Parallel unnest() and sort order in PostgreSQL

2019-01-09 13:18发布

问题:

I understand that using

SELECT unnest(ARRAY[5,3,9]) as id

without an ORDER BY clause, the order of the result set is not guaranteed. I could for example get:

id
--
3
5
9

But what about the following request:

SELECT
  unnest(ARRAY[5,3,9]) as id,
  unnest(ARRAY(select generate_series(1, array_length(ARRAY[5,3,9], 1)))) as idx
ORDER BY idx ASC

Is it guaranteed that the 2 unnest() calls (which have the same length) will unroll in parallel and that the index idx will indeed match the position of the item in the array?

I am using PostgreSQL 9.3.3.

回答1:

Yes, that is a feature of Postgres and parallel unnesting is guaranteed to be in sync (as long as all arrays have the same number of elements).
Postgres 9.4 adds a clean solution for parallel unnest:

  • Unnest multiple arrays in parallel

The order of resulting rows is not guaranteed, though. Actually, with a statement as simple as:

SELECT unnest(ARRAY[5,3,9]) AS id

the resulting order of rows is "guaranteed", but Postgres does not assert anything. The query optimizer is free to order rows as it sees fit as long as the order is not explicitly defined. This may have side effects in more complex queries.
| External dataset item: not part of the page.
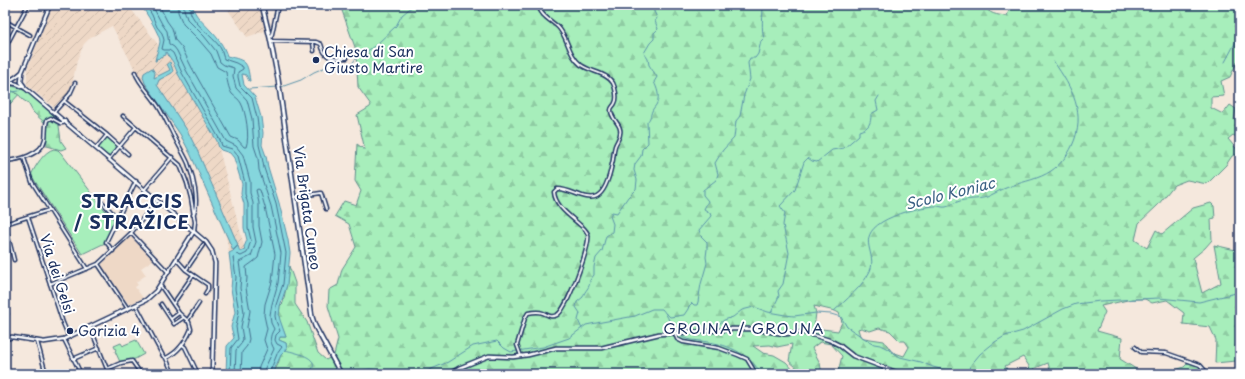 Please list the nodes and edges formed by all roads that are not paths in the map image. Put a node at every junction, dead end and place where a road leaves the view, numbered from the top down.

If the second query in your question is what you actually want (add an index number to unnested array elements), there is a better way with generate_subscripts():

SELECT unnest(ARRAY[5,3,9]) AS id
     , generate_subscripts(ARRAY[5,3,9], 1) AS idx
ORDER  BY idx;

Details in this related answer:

  • How to access array internal index with postgreSQL?
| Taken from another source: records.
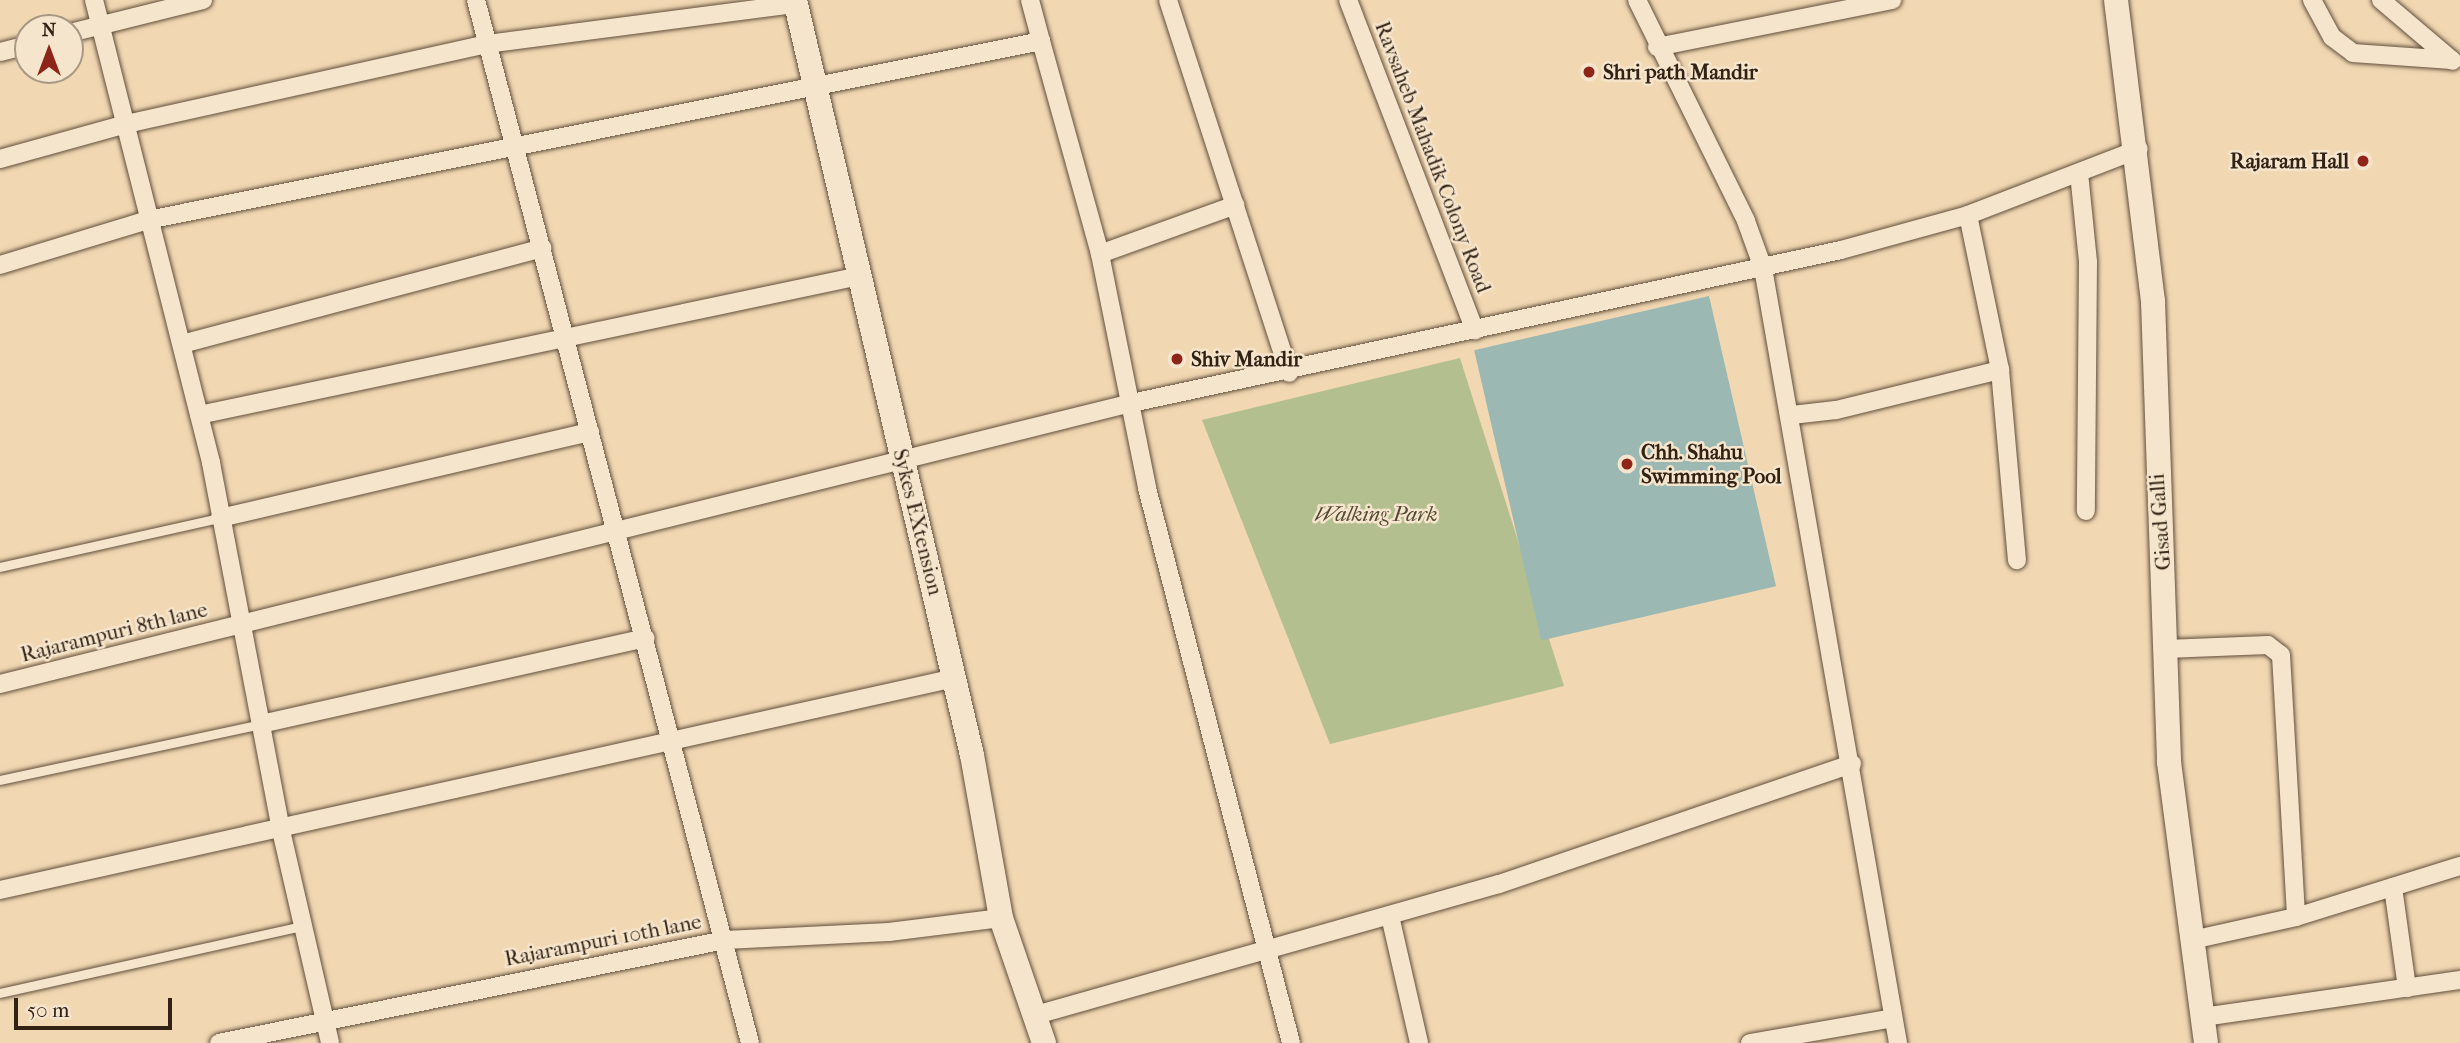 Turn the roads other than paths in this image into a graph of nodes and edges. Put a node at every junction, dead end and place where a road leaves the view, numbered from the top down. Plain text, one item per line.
1 (94, 0) edge
2 (203, 0) edge
3 (476, 0) edge
4 (1030, 0) edge
5 (1168, 0) edge
6 (1348, 0) edge
7 (1637, 0) edge
8 (1892, 0) edge
9 (2116, 0) edge
10 (2312, 0) edge
11 (2381, 0) edge
12 (795, 2) edge
13 (101, 25) junction
14 (84, 29) edge
15 (1041, 41) junction
16 (487, 44) junction
17 (1657, 47) junction
18 (2456, 62) edge
19 (812, 86) junction
20 (126, 124) junction
21 (514, 143) junction
22 (2139, 149) junction
23 (0, 159) edge
24 (2079, 173) junction
25 (1235, 205) junction
26 (1968, 215) junction
27 (148, 220) junction
28 (542, 248) junction
29 (1100, 254) junction
30 (0, 265) edge
31 (1763, 268) junction
32 (860, 276) junction
33 (1475, 330) junction
34 (566, 338) junction
35 (182, 344) junction
36 (2000, 370) junction
37 (1289, 373) junction
38 (1127, 404) junction
39 (199, 415) junction
40 (1792, 415) junction
41 (590, 432) junction
42 (903, 461) junction
43 (2086, 511) dead end
44 (220, 517) junction
45 (617, 533) junction
46 (2017, 560) dead end
47 (0, 567) edge
48 (240, 624) junction
49 (645, 638) junction
50 (2165, 649) junction
51 (955, 678) junction
52 (0, 684) edge
53 (261, 724) junction
54 (672, 740) junction
55 (1852, 764) junction
56 (0, 780) edge
57 (280, 826) junction
58 (2460, 866) edge
59 (2393, 887) junction
60 (0, 890) edge
61 (1390, 916) junction
62 (2296, 917) junction
63 (1001, 918) junction
64 (303, 926) junction
65 (724, 940) junction
66 (2192, 940) junction
67 (1270, 946) junction
68 (2460, 980) edge
69 (2407, 988) junction
70 (0, 993) edge
71 (1036, 1015) junction
72 (325, 1017) junction
73 (2203, 1017) junction
74 (1894, 1018) junction
75 (219, 1043) edge
76 (330, 1043) edge
77 (750, 1043) edge
78 (1044, 1043) edge
79 (1292, 1043) edge
80 (1419, 1043) edge
81 (1751, 1043) edge
82 (1898, 1043) edge
83 (2206, 1043) edge

1 - 13 street
2 - 13 street
3 - 16 street
4 - 15 street
5 - 25 street
6 - 33 street, Ravsaheb Mahadik Colony Road
7 - 17 street
8 - 17 street
9 - 22 street, Gisad Galli
10 - 18 street
11 - 18 street
12 - 16 street
12 - 19 street, Sykes EXtension
13 - 14 street
13 - 20 street
15 - 19 street
15 - 29 street
16 - 20 street
16 - 21 street
17 - 31 street
19 - 21 street
19 - 32 street, Sykes EXtension
20 - 23 street
20 - 27 street
21 - 27 street
21 - 28 street
22 - 24 street, Rajarampuri 8th lane
22 - 50 street, Gisad Galli
24 - 26 street, Rajarampuri 8th lane
24 - 43 street
25 - 29 street
25 - 37 street
26 - 31 street, Rajarampuri 8th lane
26 - 36 street
27 - 30 street
27 - 35 street
28 - 34 street
28 - 35 street
29 - 38 street
31 - 33 street, Rajarampuri 8th lane
31 - 40 street
32 - 34 street
32 - 42 street, Sykes EXtension
33 - 37 street, Rajarampuri 8th lane
34 - 39 street
34 - 41 street
35 - 39 street
36 - 40 street
36 - 46 street
37 - 38 street, Rajarampuri 8th lane
38 - 42 street, Rajarampuri 8th lane
38 - 67 street
39 - 44 street
40 - 55 street
41 - 44 street
41 - 45 street
42 - 45 street, Rajarampuri 8th lane
42 - 51 street, Sykes EXtension
44 - 47 lane
44 - 48 street
45 - 48 street, Rajarampuri 8th lane
45 - 49 street
48 - 52 street, Rajarampuri 8th lane
48 - 53 street
49 - 53 street
49 - 54 street
50 - 62 street
50 - 66 street, Gisad Galli
51 - 54 street
51 - 63 street, Sykes EXtension
53 - 56 lane
53 - 57 street
54 - 57 street
54 - 65 street
55 - 61 street
55 - 74 street
57 - 60 street
57 - 64 street
58 - 59 street
59 - 62 street
59 - 69 street
61 - 67 street
61 - 80 street
62 - 66 street
63 - 65 street, Rajarampuri 10th lane
63 - 71 street, Sykes EXtension
64 - 70 lane
64 - 72 street
65 - 72 street, Rajarampuri 10th lane
65 - 77 street
66 - 73 street, Gisad Galli
67 - 71 street
67 - 79 street
68 - 69 street
69 - 73 street
71 - 78 street, Sykes EXtension
72 - 75 street, Rajarampuri 10th lane
72 - 76 street
73 - 83 street, Gisad Galli
74 - 81 street
74 - 82 street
You will be interested in WITH ORDINALITY in Postgres 9.4:

  • PostgreSQL unnest() with element number

Then you can use:

SELECT * FROM unnest(ARRAY[5,3,9]) WITH ORDINALITY tbl(id, idx);


回答2:

Short answer: No, idx will not match the array positions, when accepting the premise that unnest() output may be randomly ordered.

Demo: since the current implementation of unnest actually output the rows in the order of elements, I suggest to add a layer on top of it to simulate a random order:

CREATE FUNCTION unnest_random(anyarray)  RETURNS setof anyelement
language sql as
$$ select unnest($1) order by random() $$;

Then check out a few executions of your query with unnest replaced by unnest_random:

SELECT
  unnest_random(ARRAY[5,3,9]) as id,
  unnest_random(ARRAY(select generate_series(1, array_length(ARRAY[5,3,9], 1)))) as idx
ORDER BY idx ASC

Example of output:

 id | idx 
----+-----
  3 |   1
  9 |   2
  5 |   3

id=3 is associated with idx=1 but 3 was in 2nd position in the array. It's all wrong.

What's wrong in the query: it assumes that the first unnest will shuffle the elements using the same permutation as the second unnest (permutation in the mathematic sense: the relationship between order in the array and order of the rows). But this assumption contradicts the premise that the order output of unnest is unpredictable to start with.

About this question:

Is it guaranteed that the 2 unnest() calls (which have the same length) will unroll in parallel

In select unnest(...) X1, unnest(...) X2, with X1 and X2 being of type SETOF something and having the same number of rows, X1 and X2 will be paired in the final output so that the X1 value at row N will face the X2 value at the same row N. (it's a kind of UNION for columns, as opposed to a cartesian product).

But I wouldn't describe this pairing as unroll in parallel, so I'm not sure this is what you meant.

Anyway this pairing doesn't help with the problem since it happens after the unnest calls have lost the array positions.

An alternative: In this thread from the pgsql-sql mailing list, this function is suggested:

CREATE OR REPLACE FUNCTION unnest_with_ordinality(anyarray, OUT value
anyelement, OUT ordinality integer)
  RETURNS SETOF record AS
$$
SELECT $1[i], i FROM
    generate_series(array_lower($1,1),
                    array_upper($1,1)) i;
$$
LANGUAGE sql IMMUTABLE; 

Based on this, we can order by the second output column:

select * from unnest_with_ordinality(array[5,3,9]) order by 2;
 value | ordinality 
-------+------------
     5 |          1
     3 |          2
     9 |          3

With postgres 9.4 and above: The WITH ORDINALITY clause that can follow SET RETURNING function calls will provide this functionality in a generic way.